>>>

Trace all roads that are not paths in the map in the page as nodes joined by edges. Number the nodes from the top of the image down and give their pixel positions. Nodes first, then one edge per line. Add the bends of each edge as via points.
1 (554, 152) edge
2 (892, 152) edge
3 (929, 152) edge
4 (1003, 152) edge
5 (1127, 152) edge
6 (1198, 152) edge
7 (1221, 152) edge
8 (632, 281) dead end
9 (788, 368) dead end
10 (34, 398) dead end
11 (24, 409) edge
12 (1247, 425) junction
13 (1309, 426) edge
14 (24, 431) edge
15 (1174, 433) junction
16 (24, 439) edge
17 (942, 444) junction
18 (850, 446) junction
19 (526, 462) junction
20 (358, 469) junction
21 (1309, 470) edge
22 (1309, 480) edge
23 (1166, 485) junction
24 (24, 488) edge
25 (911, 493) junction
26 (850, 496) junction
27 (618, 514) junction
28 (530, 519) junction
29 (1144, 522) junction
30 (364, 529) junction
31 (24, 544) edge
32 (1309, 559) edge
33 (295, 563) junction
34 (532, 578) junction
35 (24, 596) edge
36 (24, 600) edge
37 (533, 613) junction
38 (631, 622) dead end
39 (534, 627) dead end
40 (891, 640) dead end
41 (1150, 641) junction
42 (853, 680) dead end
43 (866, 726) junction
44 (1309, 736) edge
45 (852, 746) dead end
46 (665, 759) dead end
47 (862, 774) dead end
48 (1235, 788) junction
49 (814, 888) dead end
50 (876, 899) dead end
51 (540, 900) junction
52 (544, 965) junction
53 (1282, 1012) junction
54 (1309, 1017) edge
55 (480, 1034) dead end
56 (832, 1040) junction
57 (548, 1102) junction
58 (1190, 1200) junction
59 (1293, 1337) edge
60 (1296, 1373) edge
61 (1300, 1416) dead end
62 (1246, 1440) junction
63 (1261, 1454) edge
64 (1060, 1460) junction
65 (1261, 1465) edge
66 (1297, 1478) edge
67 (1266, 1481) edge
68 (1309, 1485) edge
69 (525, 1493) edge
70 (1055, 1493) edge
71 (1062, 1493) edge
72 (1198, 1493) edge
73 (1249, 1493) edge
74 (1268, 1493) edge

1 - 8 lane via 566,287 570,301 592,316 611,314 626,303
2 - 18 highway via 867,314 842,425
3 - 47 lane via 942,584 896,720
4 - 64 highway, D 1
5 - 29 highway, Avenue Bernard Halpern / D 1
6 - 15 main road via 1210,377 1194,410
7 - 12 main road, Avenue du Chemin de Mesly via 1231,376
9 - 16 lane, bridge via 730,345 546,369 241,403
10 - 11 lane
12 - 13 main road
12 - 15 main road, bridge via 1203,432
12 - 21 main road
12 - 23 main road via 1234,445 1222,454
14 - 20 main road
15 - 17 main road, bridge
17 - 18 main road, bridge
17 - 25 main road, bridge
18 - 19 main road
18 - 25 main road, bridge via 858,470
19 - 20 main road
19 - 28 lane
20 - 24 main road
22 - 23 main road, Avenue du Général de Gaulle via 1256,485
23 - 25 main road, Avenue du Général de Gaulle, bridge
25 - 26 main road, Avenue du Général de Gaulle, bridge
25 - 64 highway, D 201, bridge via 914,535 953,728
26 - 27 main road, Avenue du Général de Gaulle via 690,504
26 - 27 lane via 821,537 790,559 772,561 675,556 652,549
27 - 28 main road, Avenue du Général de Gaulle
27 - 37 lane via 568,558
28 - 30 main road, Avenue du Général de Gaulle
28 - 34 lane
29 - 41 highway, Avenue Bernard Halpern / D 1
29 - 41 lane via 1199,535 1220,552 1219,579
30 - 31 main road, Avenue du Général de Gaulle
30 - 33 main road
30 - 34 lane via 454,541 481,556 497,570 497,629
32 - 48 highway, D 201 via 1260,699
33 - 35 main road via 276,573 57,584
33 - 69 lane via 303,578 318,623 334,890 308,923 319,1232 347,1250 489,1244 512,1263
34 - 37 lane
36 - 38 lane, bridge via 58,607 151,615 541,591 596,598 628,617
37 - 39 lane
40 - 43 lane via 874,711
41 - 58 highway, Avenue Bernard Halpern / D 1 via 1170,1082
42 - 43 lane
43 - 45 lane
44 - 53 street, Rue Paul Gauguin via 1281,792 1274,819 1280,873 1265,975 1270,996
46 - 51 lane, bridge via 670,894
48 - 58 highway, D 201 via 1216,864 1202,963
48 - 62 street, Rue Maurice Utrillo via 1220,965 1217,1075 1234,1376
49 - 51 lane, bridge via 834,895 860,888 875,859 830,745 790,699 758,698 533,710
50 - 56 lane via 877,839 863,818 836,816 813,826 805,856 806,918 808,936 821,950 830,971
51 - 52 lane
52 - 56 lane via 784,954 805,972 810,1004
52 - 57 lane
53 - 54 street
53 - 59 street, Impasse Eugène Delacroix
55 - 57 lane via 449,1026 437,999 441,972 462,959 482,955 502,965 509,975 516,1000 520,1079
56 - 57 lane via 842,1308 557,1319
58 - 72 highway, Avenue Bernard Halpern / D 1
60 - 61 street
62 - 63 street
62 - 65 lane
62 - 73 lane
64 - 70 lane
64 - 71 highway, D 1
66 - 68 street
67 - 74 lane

<<<

● **Problem to solve**
In full and without deviation, reproduce the entries above.

● **Written solution**
Trace all roads that are not paths in the map in the page as nodes joined by edges. Number the nodes from the top of the image down and give their pixel positions. Nodes first, then one edge per line. Add the bends of each edge as via points.
1 (554, 152) edge
2 (892, 152) edge
3 (929, 152) edge
4 (1003, 152) edge
5 (1127, 152) edge
6 (1198, 152) edge
7 (1221, 152) edge
8 (632, 281) dead end
9 (788, 368) dead end
10 (34, 398) dead end
11 (24, 409) edge
12 (1247, 425) junction
13 (1309, 426) edge
14 (24, 431) edge
15 (1174, 433) junction
16 (24, 439) edge
17 (942, 444) junction
18 (850, 446) junction
19 (526, 462) junction
20 (358, 469) junction
21 (1309, 470) edge
22 (1309, 480) edge
23 (1166, 485) junction
24 (24, 488) edge
25 (911, 493) junction
26 (850, 496) junction
27 (618, 514) junction
28 (530, 519) junction
29 (1144, 522) junction
30 (364, 529) junction
31 (24, 544) edge
32 (1309, 559) edge
33 (295, 563) junction
34 (532, 578) junction
35 (24, 596) edge
36 (24, 600) edge
37 (533, 613) junction
38 (631, 622) dead end
39 (534, 627) dead end
40 (891, 640) dead end
41 (1150, 641) junction
42 (853, 680) dead end
43 (866, 726) junction
44 (1309, 736) edge
45 (852, 746) dead end
46 (665, 759) dead end
47 (862, 774) dead end
48 (1235, 788) junction
49 (814, 888) dead end
50 (876, 899) dead end
51 (540, 900) junction
52 (544, 965) junction
53 (1282, 1012) junction
54 (1309, 1017) edge
55 (480, 1034) dead end
56 (832, 1040) junction
57 (548, 1102) junction
58 (1190, 1200) junction
59 (1293, 1337) edge
60 (1296, 1373) edge
61 (1300, 1416) dead end
62 (1246, 1440) junction
63 (1261, 1454) edge
64 (1060, 1460) junction
65 (1261, 1465) edge
66 (1297, 1478) edge
67 (1266, 1481) edge
68 (1309, 1485) edge
69 (525, 1493) edge
70 (1055, 1493) edge
71 (1062, 1493) edge
72 (1198, 1493) edge
73 (1249, 1493) edge
74 (1268, 1493) edge

1 - 8 lane via 566,287 570,301 592,316 611,314 626,303
2 - 18 highway via 867,314 842,425
3 - 47 lane via 942,584 896,720
4 - 64 highway, D 1
5 - 29 highway, Avenue Bernard Halpern / D 1
6 - 15 main road via 1210,377 1194,410
7 - 12 main road, Avenue du Chemin de Mesly via 1231,376
9 - 16 lane, bridge via 730,345 546,369 241,403
10 - 11 lane
12 - 13 main road
12 - 15 main road, bridge via 1203,432
12 - 21 main road
12 - 23 main road via 1234,445 1222,454
14 - 20 main road
15 - 17 main road, bridge
17 - 18 main road, bridge
17 - 25 main road, bridge
18 - 19 main road
18 - 25 main road, bridge via 858,470
19 - 20 main road
19 - 28 lane
20 - 24 main road
22 - 23 main road, Avenue du Général de Gaulle via 1256,485
23 - 25 main road, Avenue du Général de Gaulle, bridge
25 - 26 main road, Avenue du Général de Gaulle, bridge
25 - 64 highway, D 201, bridge via 914,535 953,728
26 - 27 main road, Avenue du Général de Gaulle via 690,504
26 - 27 lane via 821,537 790,559 772,561 675,556 652,549
27 - 28 main road, Avenue du Général de Gaulle
27 - 37 lane via 568,558
28 - 30 main road, Avenue du Général de Gaulle
28 - 34 lane
29 - 41 highway, Avenue Bernard Halpern / D 1
29 - 41 lane via 1199,535 1220,552 1219,579
30 - 31 main road, Avenue du Général de Gaulle
30 - 33 main road
30 - 34 lane via 454,541 481,556 497,570 497,629
32 - 48 highway, D 201 via 1260,699
33 - 35 main road via 276,573 57,584
33 - 69 lane via 303,578 318,623 334,890 308,923 319,1232 347,1250 489,1244 512,1263
34 - 37 lane
36 - 38 lane, bridge via 58,607 151,615 541,591 596,598 628,617
37 - 39 lane
40 - 43 lane via 874,711
41 - 58 highway, Avenue Bernard Halpern / D 1 via 1170,1082
42 - 43 lane
43 - 45 lane
44 - 53 street, Rue Paul Gauguin via 1281,792 1274,819 1280,873 1265,975 1270,996
46 - 51 lane, bridge via 670,894
48 - 58 highway, D 201 via 1216,864 1202,963
48 - 62 street, Rue Maurice Utrillo via 1220,965 1217,1075 1234,1376
49 - 51 lane, bridge via 834,895 860,888 875,859 830,745 790,699 758,698 533,710
50 - 56 lane via 877,839 863,818 836,816 813,826 805,856 806,918 808,936 821,950 830,971
51 - 52 lane
52 - 56 lane via 784,954 805,972 810,1004
52 - 57 lane
53 - 54 street
53 - 59 street, Impasse Eugène Delacroix
55 - 57 lane via 449,1026 437,999 441,972 462,959 482,955 502,965 509,975 516,1000 520,1079
56 - 57 lane via 842,1308 557,1319
58 - 72 highway, Avenue Bernard Halpern / D 1
60 - 61 street
62 - 63 street
62 - 65 lane
62 - 73 lane
64 - 70 lane
64 - 71 highway, D 1
66 - 68 street
67 - 74 lane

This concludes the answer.